On April 8, 20 months after discovering the spot on my forehead, I was declared in remission. But for me the journey was hardly over. PRP was done with me, but I was not done with PRP.
More Patient Support
According to the Rare Diseases Act of 2002, rare diseases and disorders are those with small patient populations typically under 200,000 individuals in the United States. Based on an estimated prevalence rate of 1 “active” person with PRP in 400,000, there are an estimated 800 active people with PRP in the United States. We are rare. While the PRP Patient Registry has identified more than 1,500 people with PRP going back to 1997, only 270 are “active” and of those, only 175 of these are in the United States.
A patient who is diagnosed with PRP gets an almost knee-jerk referral to the Internet. A referral to a specific support group is as rare as our disease. This is unfortunate, because the novice in search of answers is often bewildered and consumed by fear and hopelessness. Patients do not want information from a medical textbook that is too technical and quickly redundant.
It would be helpful if dermatologists refer patients with rare diseases to the Genetic and Rare Diseases Information Center (GARD), where support groups are listed under organizations. With many of the 6,000 rare diseases, this is the place to start. GARD lists the PRP Alliance as a supporting organization and the PRP Facebook Support Group as a social networking website.

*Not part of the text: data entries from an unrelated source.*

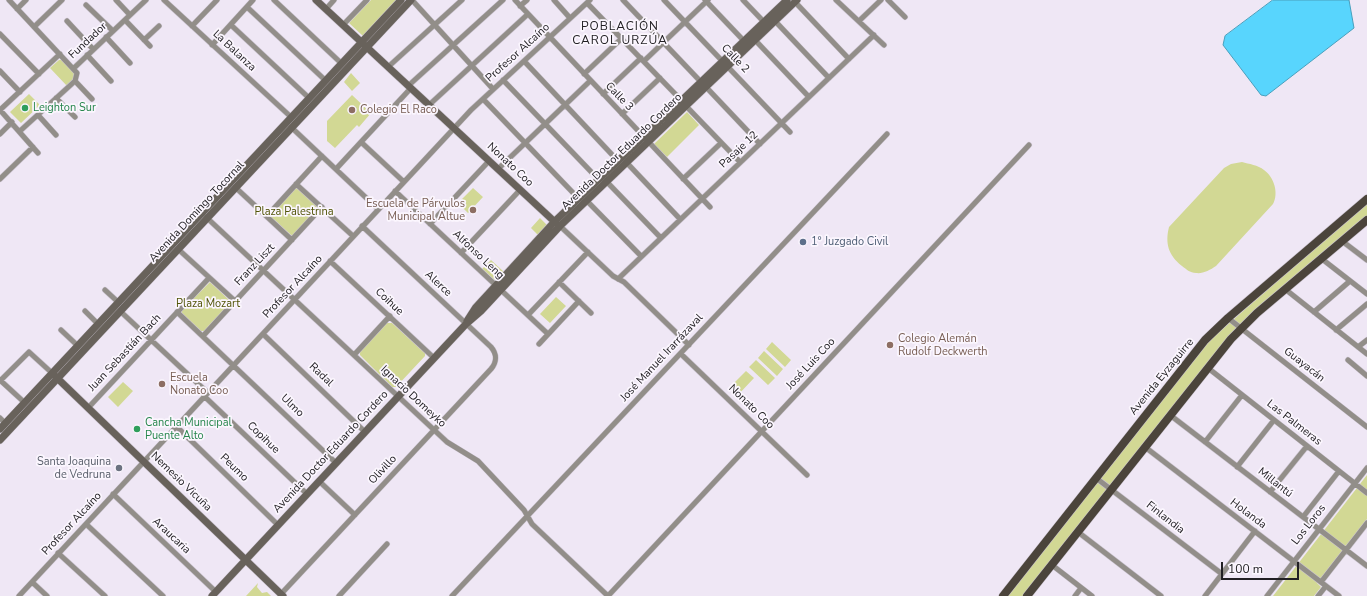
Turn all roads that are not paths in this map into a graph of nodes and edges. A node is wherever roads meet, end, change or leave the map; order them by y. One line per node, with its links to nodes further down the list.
1 (9, 0): 32 (street)
2 (26, 0): 32 (street)
3 (62, 0): 49 (street)
4 (116, 0): 34 (street)
5 (146, 0): 34 (street, Fundador)
6 (217, 0): 48 (street)
7 (253, 0): 31 (street)
8 (274, 0): 72 (street)
9 (316, 0): 33 (main road, Nonato Coo)
10 (334, 0): 33 (street)
11 (367, 0): 45 (street)
12 (401, 0): 60 (main road, Avenida Domingo Tocornal)
13 (412, 0): 46 (street); 60 (main road, Avenida Domingo Tocornal)
14 (462, 0): 46 (street)
15 (503, 0): 62 (street)
16 (515, 0): 30 (street, Calle 3)
17 (527, 0): 30 (street)
18 (554, 0): 37 (street)
19 (623, 0): 59 (street)
20 (664, 0): 42 (street, Calle 2)
21 (743, 0): 43 (street)
22 (881, 0): 41 (street)
23 (888, 0): 36 (street)
24 (167, 1): 48 (street, La Balanza)
25 (589, 1): 37 (street, Profesor Alcaíno); 55 (street)
26 (706, 1): 42 (street); 58 (street)
27 (788, 1): 40 (main road, Avenida Doctor Eduardo Cordero); 43 (main road, Avenida Doctor Eduardo Cordero); 68 (street)
28 (839, 1): 41 (street)
29 (86, 5): 50 (street)
30 (520, 6): 35 (street, Calle 3)
31 (247, 7): 44 (street); 82 (street)
32 (17, 9): 49 (street)
33 (326, 9): 45 (main road, Nonato Coo)
34 (130, 14): 38 (street, Fundador)
35 (528, 14): 54 (street, Calle 3); 74 (street)
36 (905, 17)
37 (570, 18): 54 (street, Profesor Alcaíno)
38 (125, 20): 50 (street, Fundador); 56 (street)
39 (67, 21): 65 (street)
40 (775, 21): 57 (main road, Avenida Doctor Eduardo Cordero); 81 (street)
41 (859, 21): 52 (street)
42 (685, 22): 59 (street); 73 (street, Calle 2)
43 (764, 22): 58 (main road, Avenida Doctor Eduardo Cordero)
44 (231, 25): 61 (street); 94 (street)
45 (343, 25): 60 (main road, Nonato Coo)
46 (435, 25): 62 (street); 75 (street)
47 (160, 26): 56 (street)
48 (192, 26): 61 (street, La Balanza)
49 (34, 27): 66 (street)
50 (113, 31): 53 (street, Fundador)
51 (0, 34): 78 (street)
52 (874, 35): 63 (street); 68 (street, Pasaje 12)
53 (106, 37): 65 (street, Fundador); 71 (street)
54 (550, 37): 70 (street, Profesor Alcaíno); 79 (street, Calle 3)
55 (622, 38): 69 (street); 79 (street)
56 (144, 40): 64 (street)
57 (755, 40): 73 (main road, Avenida Doctor Eduardo Cordero); 92 (street)
58 (744, 41): 73 (main road, Avenida Doctor Eduardo Cordero)
59 (664, 42): 69 (street); 87 (street)
60 (364, 44): 72 (main road, Avenida Domingo Tocornal); 75 (main road, Nonato Coo); 108 (main road, Avenida Domingo Tocornal)
61 (212, 45): 104 (street, La Balanza)
62 (453, 45): 74 (street); 88 (street)
63 (884, 45)
64 (150, 46)
65 (94, 50): 67 (street, Fundador)
66 (60, 54): 76 (street); 78 (street, Fundador)
67 (87, 55): 76 (street, Fundador); 85 (street)
68 (849, 59): 81 (street, Pasaje 12)
69 (642, 60): 80 (street); 91 (street)
70 (524, 61): 83 (street, Profesor Alcaíno); 99 (street)
71 (130, 63)
72 (341, 63): 82 (main road, Avenida Domingo Tocornal)
73 (725, 64): 87 (main road, Avenida Doctor Eduardo Cordero); 106 (street, Calle 2)
74 (472, 65): 89 (street); 98 (street)
75 (388, 67): 88 (main road, Nonato Coo)
76 (74, 68): 84 (street, Fundador)
77 (0, 71): 90 (street)
78 (39, 74): 90 (street, Fundador)
79 (584, 74): 86 (street, Calle 3)
80 (660, 78): 97 (street); 101 (street)
81 (829, 78): 92 (street, Pasaje 12)
82 (325, 80): 94 (main road, Avenida Domingo Tocornal)
83 (503, 80): 89 (street, Profesor Alcaíno); 107 (street)
84 (75, 81): 93 (street); 95 (street)
85 (111, 81)
86 (590, 81): 91 (street, Calle 3); 99 (street)
87 (704, 84): 97 (main road, Avenida Doctor Eduardo Cordero); 119 (street)
88 (410, 87): 98 (main road, Nonato Coo); 116 (street)
89 (493, 89): 96 (street, Profesor Alcaíno)
90 (20, 92): 100 (street, Fundador)
91 (603, 94): 101 (street, Calle 3)
92 (809, 97): 106 (street, Pasaje 12)
93 (56, 98): 102 (street); 103 (street)
94 (309, 98): 104 (main road, Avenida Domingo Tocornal)
95 (92, 99)
96 (482, 99): 109 (street, Profesor Alcaíno); 117 (street)
97 (684, 103): 115 (main road, Avenida Doctor Eduardo Cordero); 118 (street)
98 (429, 105): 109 (main road, Nonato Coo)
99 (565, 105): 107 (street); 125 (street)
100 (0, 110): 105 (street)
101 (622, 114): 115 (street, Calle 3)
102 (38, 115): 110 (street); 114 (street)
103 (75, 117)
104 (291, 117): 146 (main road, Avenida Domingo Tocornal)
105 (12, 122): 110 (street); 112 (street)
106 (782, 123): 111 (street, Calle 2); 119 (street, Pasaje 12)
107 (545, 124): 117 (street); 132 (street)
108 (291, 127): 123 (street); 136 (main road, Avenida Domingo Tocornal)
109 (454, 128): 124 (main road, Nonato Coo); 133 (street, Profesor Alcaíno)
110 (20, 131): 121 (street)
111 (790, 132)
112 (0, 134)
113 (887, 134): 197 (street, José Manuel Irarrázaval)
114 (56, 135)
115 (646, 140): 125 (main road, Avenida Doctor Eduardo Cordero); 127 (main road, Avenida Doctor Eduardo Cordero); 131 (street, Calle 3)
116 (361, 142): 128 (street); 133 (street)
117 (525, 143): 129 (street); 140 (street)
118 (721, 143): 126 (street); 131 (street)
119 (760, 144): 126 (street, Pasaje 12)
120 (1029, 145): 224 (street, José Luis Coo)
121 (33, 147): 122 (street); 130 (street)
122 (38, 153)
123 (322, 156): 128 (street); 135 (street)
124 (489, 160): 129 (main road, Nonato Coo); 150 (street)
125 (618, 161): 132 (main road, Avenida Doctor Eduardo Cordero)
126 (740, 162): 139 (street, Pasaje 12)
127 (627, 163): 134 (main road, Avenida Doctor Eduardo Cordero); 148 (street)
128 (336, 169): 145 (street)
129 (498, 169): 137 (main road, Nonato Coo)
130 (0, 179)
131 (684, 179): 139 (street, Calle 3)
132 (598, 180): 140 (main road, Avenida Doctor Eduardo Cordero)
133 (404, 182): 138 (street, Profesor Alcaíno)
134 (607, 182): 142 (main road, Avenida Doctor Eduardo Cordero); 154 (street)
135 (296, 184): 143 (street); 147 (street)
136 (235, 187): 146 (main road, Avenida Domingo Tocornal); 147 (street)
137 (520, 190): 151 (main road, Nonato Coo); 159 (street)
138 (395, 191): 145 (street, Profesor Alcaíno); 150 (street, Alfonso Leng)
139 (702, 198): 144 (street, Calle 3); 148 (street, Pasaje 12)
140 (579, 199): 151 (main road, Avenida Doctor Eduardo Cordero)
141 (1367, 199): 185 (main road, Avenida Eyzaguirre)
142 (587, 200): 151 (main road, Avenida Doctor Eduardo Cordero); 160 (street)
143 (322, 207): 153 (street); 155 (street, Franz Liszt)
144 (710, 207)
145 (378, 209): 152 (street, Profesor Alcaíno)
146 (204, 215): 157 (main road, Avenida Domingo Tocornal); 164 (street, Ignacio Domeyko); 176 (main road, Avenida Domingo Tocornal)
147 (267, 216): 155 (street)
148 (680, 219): 154 (street, Pasaje 12)
149 (1367, 220): 156 (main road)
150 (430, 224): 159 (street, Alfonso Leng)
151 (557, 224): 158 (street, Nonato Coo); 169 (main road, Avenida Doctor Eduardo Cordero)
152 (362, 226): 153 (street, Profesor Alcaíno); 187 (street, Alerce)
153 (353, 236): 163 (street, Profesor Alcaíno)
154 (661, 238): 160 (street, Pasaje 12)
155 (292, 240): 164 (street, Franz Liszt)
156 (1342, 241): 161 (main road); 162 (street)
157 (178, 249): 165 (street); 179 (main road, Avenida Domingo Tocornal)
158 (588, 252): 166 (street, Nonato Coo); 168 (street)
159 (461, 253): 169 (street, Alfonso Leng)
160 (641, 256): 166 (street, Pasaje 12)
161 (1322, 259): 167 (street); 171 (main road)
162 (1367, 260)
163 (330, 261): 173 (street, Profesor Alcaíno); 184 (street, Coihue)
164 (264, 270): 173 (street, Ignacio Domeyko); 174 (street, Franz Liszt)
165 (209, 278): 174 (street); 180 (street, Juan Sebastián Bach)
166 (618, 279): 197 (street, Nonato Coo)
167 (1350, 281): 172 (street); 182 (street)
168 (559, 282): 175 (street); 183 (street)
169 (498, 288): 183 (street, Alfonso Leng); 187 (main road, Avenida Doctor Eduardo Cordero)
170 (105, 290): 176 (street)
171 (1285, 290): 182 (street); 188 (main road)
172 (1367, 294)
173 (295, 299): 191 (street, Profesor Alcaíno); 202 (street, Ignacio Domeyko)
174 (235, 301): 193 (street, Franz Liszt)
175 (579, 301): 181 (street); 192 (street)
176 (118, 302): 186 (main road, Avenida Domingo Tocornal)
177 (1367, 304): 190 (street)
178 (85, 311): 186 (street)
179 (120, 311): 194 (street, Copihue); 208 (main road, Avenida Domingo Tocornal)
180 (177, 312): 193 (street, Ulmo); 194 (street, Juan Sebastián Bach)
181 (591, 312)
182 (1314, 312): 190 (street)
183 (528, 315): 192 (street, Alfonso Leng)
184 (390, 316): 202 (street); 203 (street, Coihue)
185 (1228, 318): 188 (street, Guayacán); 235 (main road, Avenida Eyzaguirre)
186 (98, 324): 198 (main road, Avenida Domingo Tocornal)
187 (466, 324): 203 (main road, Avenida Doctor Eduardo Cordero); 204 (street, Alerce)
188 (1241, 328): 207 (main road); 220 (street, Guayacán)
189 (61, 330): 198 (street)
190 (1336, 330): 199 (street)
191 (262, 334): 206 (street, Profesor Alcaíno); 223 (street, Radal)
192 (548, 334): 196 (street)
193 (203, 336): 206 (street, Ulmo)
194 (151, 340): 211 (street, Copihue); 215 (street, Juan Sebastián Bach)
195 (1367, 340): 199 (street)
196 (539, 344)
197 (689, 345): 200 (street, José Manuel Irarrázaval)
198 (78, 346): 208 (main road, Avenida Domingo Tocornal)
199 (1358, 347): 201 (street)
200 (680, 354): 224 (street, Nonato Coo); 244 (street, José Manuel Irarrázaval)
201 (1367, 354)
202 (354, 355): 213 (street, Ignacio Domeyko)
203 (434, 358): 213 (main road, Avenida Doctor Eduardo Cordero)
204 (496, 358): 222 (street, Olivillo)
205 (1348, 360): 209 (street)
206 (234, 364): 211 (street, Profesor Alcaíno); 230 (street, Ulmo)
207 (1208, 368): 212 (street, Las Palmeras); 216 (main road)
208 (55, 376): 210 (street, Nemesio Vicuña); 214 (main road, Avenida Domingo Tocornal); 215 (main road, Nemesio Vicuña); 225 (main road, Avenida Domingo Tocornal)
209 (1367, 376)
210 (0, 381): 214 (street)
211 (206, 394): 219 (street, Profesor Alcaíno); 242 (street, Copihue)
212 (1242, 395): 217 (street, Las Palmeras); 226 (street)
213 (398, 396): 222 (street, Ignacio Domeyko); 223 (main road, Avenida Doctor Eduardo Cordero)
214 (25, 403): 218 (main road, Avenida Domingo Tocornal)
215 (88, 408): 229 (main road, Nemesio Vicuña)
216 (1170, 415): 226 (street, Millantú); 228 (main road)
217 (1274, 420): 227 (street, Las Palmeras); 231 (street)
218 (3, 421): 221 (main road, Avenida Domingo Tocornal)
219 (176, 426): 229 (street, Profesor Alcaíno); 248 (street, Peumo)
220 (1367, 428)
221 (0, 429)
222 (434, 430): 243 (street, Olivillo); 244 (street, Ignacio Domeyko)
223 (365, 432): 230 (main road, Avenida Doctor Eduardo Cordero)
224 (762, 432): 234 (street, Nonato Coo); 272 (street, José Luis Coo)
225 (0, 440)
226 (1205, 442): 231 (street, Millantú)
227 (1307, 446): 233 (street, Las Palmeras); 239 (street)
228 (1145, 447): 238 (main road); 250 (street, Holanda)
229 (144, 461): 241 (street, Profesor Alcaíno); 255 (main road, Nemesio Vicuña)
230 (336, 463): 236 (main road, Avenida Doctor Eduardo Cordero)
231 (1237, 467): 239 (street, Millantú)
232 (1367, 468): 237 (street, Los Loros)
233 (1339, 471): 237 (street, Las Palmeras); 245 (street)
234 (807, 476)
235 (1096, 478): 238 (street, Finlandia); 273 (main road, Avenida Eyzaguirre)
236 (319, 481): 242 (main road, Avenida Doctor Eduardo Cordero); 243 (street)
237 (1355, 483): 240 (street, Las Palmeras); 249 (street, Los Loros)
238 (1111, 490): 251 (main road); 259 (street, Finlandia)
239 (1270, 492): 245 (street, Millantú)
240 (1367, 493)
241 (113, 494): 246 (street, Profesor Alcaíno); 264 (street, Araucaria)
242 (307, 494): 248 (main road, Avenida Doctor Eduardo Cordero)
243 (355, 515): 265 (street, Olivillo)
244 (527, 517): 271 (street, José Manuel Irarrázaval); 272 (street, Ignacio Domeyko)
245 (1303, 517): 249 (street, Millantú)
246 (86, 524): 254 (street, Profesor Alcaíno); 269 (street)
247 (1367, 524): 253 (street)
248 (278, 525): 255 (main road, Avenida Doctor Eduardo Cordero)
249 (1318, 529): 253 (street, Millantú); 256 (street, Los Loros)
250 (1255, 531): 256 (street, Holanda); 259 (street)
251 (1078, 532): 257 (main road); 277 (street)
252 (387, 544): 270 (street)
253 (1346, 550): 258 (street, Millantú); 261 (street)
254 (58, 553): 260 (street, Profesor Alcaíno); 268 (street)
255 (246, 560): 264 (main road, Avenida Doctor Eduardo Cordero); 265 (main road, Nemesio Vicuña)
256 (1294, 561): 261 (street, Holanda); 279 (street, Los Loros)
257 (1052, 565): 263 (street); 274 (main road)
258 (1367, 566)
259 (1222, 574): 278 (street)
260 (32, 582): 266 (street, Profesor Alcaíno); 267 (street)
261 (1321, 582): 262 (street, Holanda)
262 (1326, 586): 280 (street); 281 (street, Holanda)
263 (1081, 588): 275 (street); 276 (street)
264 (214, 594)
265 (282, 595)
266 (18, 596)
267 (47, 596)
268 (105, 596)
269 (163, 596)
270 (339, 596)
271 (452, 596)
272 (608, 596)
273 (1003, 596)
274 (1027, 596)
275 (1075, 596)
276 (1092, 596)
277 (1161, 596)
278 (1205, 596)
279 (1267, 596)
280 (1318, 596)
281 (1339, 596)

Improving The Diagnosis of PRP
The process of PRP diagnosis must be improved. A survey of 264 patients with PRP confirmed that the official diagnosis of PRP was preceded by an erroneous diagnosis of psoriasis (53%). The timely diagnosis of PRP requires clinical observations and a supportive biopsy. PRP-savvy dermatologists can help to better define the onset of symptoms. Moreover, the use of biopsies as a diagnostic tool for PRP needs to be put under a microscope itself.
Improving The Treatment of PRP
Each patient has his or her own version of PRP. The PRP Alliance has harvested information on treating PRP since 2014. Our next focus is to gather data about the effectiveness of oral retinoids, immunosuppressants and biologics on the PRP population.
Increasing PRP Research
Leading research on PRP has been conducted by Dr. Jouni Uitto, chair, department of dermatology and cutaneous biology at Sidney Kimmel Medical College at Thomas Jefferson University, and his team of researchers: Matthew Keller, MD, Nicholas Ross, MD, Qiaoli Li, PhD, and Hye Jin Chung, MD. While these efforts, are significant, many questions still need to be asked and answered.
Increasing the Collaboration Between Dermatologists and Patients?
The most vocal components of the international PRP community are the 450-plus members of the PRP Facebook support group. Each month more than 100 new conversations begin and generate 1,100-plus comments that contribute to the body of knowledge about PRP. Since April 2013, the group has recorded more than 20,000 comments detailing almost every facet of PRP, from onset through remission. Patients with PRP want to be more involved in their treatment and are willing to do some of the heavy lifting.
Mr. McCue is the chief executive officer of the PRP Alliance, Inc. He founded the PRP Alliance in February 2013 in support of Rare Disease Day that year and publishes On the Road: the Journey from Onset through Remission and the PRP Survival Guide. Awarded 501(c)(3) tax-exempt status, PRP Alliance is now a member of the Coalition of Skin Diseases.
Disclosure: The authors report no relevant financial relationships.